Problemas de Repasses Afetam a Saúde de Servidores
Servidores da rede estadual de ensino do Amazonas enfrentam um grande problema: os atendimentos do plano de saúde foram suspensos nesta quinta-feira (2). A denúncia é do Sindicato dos Trabalhadores em Educação do Estado do Amazonas (Sinteam), que aponta a falta de repasses por parte do Governo do Estado à operadora responsável pelo serviço como a causa dessa interrupção.
O sindicato revelou que a dívida acumulada ultrapassa R$ 52 milhões, referente a aproximadamente oito meses de atrasos. Um documento encaminhado pela operadora à Secretaria de Estado de Educação (Seduc) confirma essa inadimplência, com um total de R$ 52.296.123,06 em faturas vencidas desde 2022.
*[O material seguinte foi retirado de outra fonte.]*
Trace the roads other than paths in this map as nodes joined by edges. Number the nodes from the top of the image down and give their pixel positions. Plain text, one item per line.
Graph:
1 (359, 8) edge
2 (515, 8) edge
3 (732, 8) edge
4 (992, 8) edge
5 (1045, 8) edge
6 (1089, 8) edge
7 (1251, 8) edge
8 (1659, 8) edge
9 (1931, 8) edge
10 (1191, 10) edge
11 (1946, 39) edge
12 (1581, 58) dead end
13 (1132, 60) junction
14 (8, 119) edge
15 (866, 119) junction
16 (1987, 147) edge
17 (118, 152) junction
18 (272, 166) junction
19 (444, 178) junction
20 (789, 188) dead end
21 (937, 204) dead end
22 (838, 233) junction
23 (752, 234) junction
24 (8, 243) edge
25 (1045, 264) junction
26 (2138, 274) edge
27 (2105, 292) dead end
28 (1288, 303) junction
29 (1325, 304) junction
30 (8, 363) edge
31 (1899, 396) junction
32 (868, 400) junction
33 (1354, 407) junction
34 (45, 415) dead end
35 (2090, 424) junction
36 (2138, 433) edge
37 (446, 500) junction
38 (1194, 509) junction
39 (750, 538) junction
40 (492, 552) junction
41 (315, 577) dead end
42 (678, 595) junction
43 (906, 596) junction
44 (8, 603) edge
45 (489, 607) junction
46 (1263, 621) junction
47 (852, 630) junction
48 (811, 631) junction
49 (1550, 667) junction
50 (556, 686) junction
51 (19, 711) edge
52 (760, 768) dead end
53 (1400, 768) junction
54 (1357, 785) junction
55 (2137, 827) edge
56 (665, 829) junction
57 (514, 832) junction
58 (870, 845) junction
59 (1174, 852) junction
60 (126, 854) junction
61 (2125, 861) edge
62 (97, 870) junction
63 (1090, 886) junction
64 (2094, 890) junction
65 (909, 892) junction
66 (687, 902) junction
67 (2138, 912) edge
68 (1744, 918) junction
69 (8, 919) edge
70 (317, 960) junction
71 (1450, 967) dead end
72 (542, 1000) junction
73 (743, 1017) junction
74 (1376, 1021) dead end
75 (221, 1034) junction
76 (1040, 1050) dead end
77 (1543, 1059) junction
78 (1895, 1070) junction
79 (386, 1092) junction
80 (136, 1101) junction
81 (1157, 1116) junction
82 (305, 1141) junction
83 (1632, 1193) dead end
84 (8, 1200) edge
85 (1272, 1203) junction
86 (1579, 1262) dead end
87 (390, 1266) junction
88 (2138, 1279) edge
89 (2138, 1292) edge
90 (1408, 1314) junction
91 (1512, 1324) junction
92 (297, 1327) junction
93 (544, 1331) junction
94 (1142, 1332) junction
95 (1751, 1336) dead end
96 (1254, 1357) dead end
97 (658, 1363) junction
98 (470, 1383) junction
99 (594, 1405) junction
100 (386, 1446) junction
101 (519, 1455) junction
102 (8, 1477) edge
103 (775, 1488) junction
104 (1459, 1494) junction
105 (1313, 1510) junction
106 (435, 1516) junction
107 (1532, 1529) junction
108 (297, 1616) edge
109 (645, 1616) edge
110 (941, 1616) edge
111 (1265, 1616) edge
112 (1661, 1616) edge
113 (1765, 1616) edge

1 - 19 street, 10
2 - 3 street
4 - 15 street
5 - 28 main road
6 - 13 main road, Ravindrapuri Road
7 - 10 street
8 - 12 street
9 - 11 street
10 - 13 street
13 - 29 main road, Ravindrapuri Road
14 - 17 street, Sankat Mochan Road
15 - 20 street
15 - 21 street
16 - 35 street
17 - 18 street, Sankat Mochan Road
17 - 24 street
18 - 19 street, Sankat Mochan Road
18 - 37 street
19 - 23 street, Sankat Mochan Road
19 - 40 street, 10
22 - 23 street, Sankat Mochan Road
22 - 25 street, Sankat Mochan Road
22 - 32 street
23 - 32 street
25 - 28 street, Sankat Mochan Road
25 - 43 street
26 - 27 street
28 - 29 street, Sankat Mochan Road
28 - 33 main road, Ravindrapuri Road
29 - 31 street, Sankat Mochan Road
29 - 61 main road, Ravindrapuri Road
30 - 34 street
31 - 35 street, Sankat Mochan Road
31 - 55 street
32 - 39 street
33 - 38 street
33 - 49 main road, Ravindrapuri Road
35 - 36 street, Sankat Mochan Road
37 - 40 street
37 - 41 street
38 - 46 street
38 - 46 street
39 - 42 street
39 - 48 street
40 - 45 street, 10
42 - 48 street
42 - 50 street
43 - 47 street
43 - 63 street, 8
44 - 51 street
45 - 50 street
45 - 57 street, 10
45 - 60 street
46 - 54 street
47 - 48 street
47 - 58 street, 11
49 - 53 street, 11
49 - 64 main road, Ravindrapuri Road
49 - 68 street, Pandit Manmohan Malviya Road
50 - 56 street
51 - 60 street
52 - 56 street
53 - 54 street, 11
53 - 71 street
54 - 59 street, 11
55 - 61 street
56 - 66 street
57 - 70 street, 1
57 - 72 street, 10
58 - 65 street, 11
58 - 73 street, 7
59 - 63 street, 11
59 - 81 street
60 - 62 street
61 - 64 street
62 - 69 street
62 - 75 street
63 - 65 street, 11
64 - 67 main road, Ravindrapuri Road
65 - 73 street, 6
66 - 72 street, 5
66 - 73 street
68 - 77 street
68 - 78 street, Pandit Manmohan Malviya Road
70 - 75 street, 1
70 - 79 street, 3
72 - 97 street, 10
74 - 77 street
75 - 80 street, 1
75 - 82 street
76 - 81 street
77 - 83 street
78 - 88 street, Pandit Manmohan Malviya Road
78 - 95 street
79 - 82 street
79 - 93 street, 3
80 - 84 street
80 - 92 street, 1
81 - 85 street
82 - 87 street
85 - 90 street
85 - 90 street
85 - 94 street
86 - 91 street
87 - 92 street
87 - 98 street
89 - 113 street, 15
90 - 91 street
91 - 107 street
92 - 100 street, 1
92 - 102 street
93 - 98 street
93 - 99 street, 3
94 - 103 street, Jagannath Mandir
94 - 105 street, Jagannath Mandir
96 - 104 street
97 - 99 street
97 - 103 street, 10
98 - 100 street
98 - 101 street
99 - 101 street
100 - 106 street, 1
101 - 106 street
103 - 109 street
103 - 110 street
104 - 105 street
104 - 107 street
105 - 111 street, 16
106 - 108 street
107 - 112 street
A suspensão dos atendimentos impacta diretamente aqueles que necessitam de tratamento contínuo, como pacientes oncológicos e gestantes em acompanhamento pré-natal. Relatos de servidores indicam que, ao chegarem às unidades de atendimento, muitos foram impedidos de realizar consultas e procedimentos essenciais para a sua saúde.
A operadora de saúde enviou uma notificação à Seduc informando que a suspensão dos atendimentos eletivos foi uma medida necessária devido à ausência de pagamento e à falta de solução para a dívida, mesmo após um prazo estipulado para regularização. O documento também menciona a previsão legal que permite a interrupção dos serviços em casos de inadimplência contratual.
O Sinteam enfatizou que o plano de saúde não é um benefício oferecido de forma espontânea pelo Estado, mas sim uma conquista da categoria, fruto de anos de mobilização e luta pela garantia de direitos.
A presidente do Sinteam, professora Ana Cristina, expressou sua indignação sobre a situação em uma nota divulgada pelo sindicato. “Estamos falando de pessoas em tratamento contínuo, de mulheres grávidas e de trabalhadores que dependem desse atendimento para garantir sua saúde e dignidade”, afirmou.
A entidade exige a regularização imediata dos repasses, a retomada dos atendimentos e a responsabilização dos envolvidos pela interrupção dos serviços. Para assegurar a assistência à saúde dos trabalhadores, o sindicato também considera a possibilidade de recorrer a medidas judiciais e administrativas.
Em resposta à crise, o Governo do Amazonas, através da Seduc, informou que já está em conversação para normalizar os serviços de atendimento aos servidores em breve.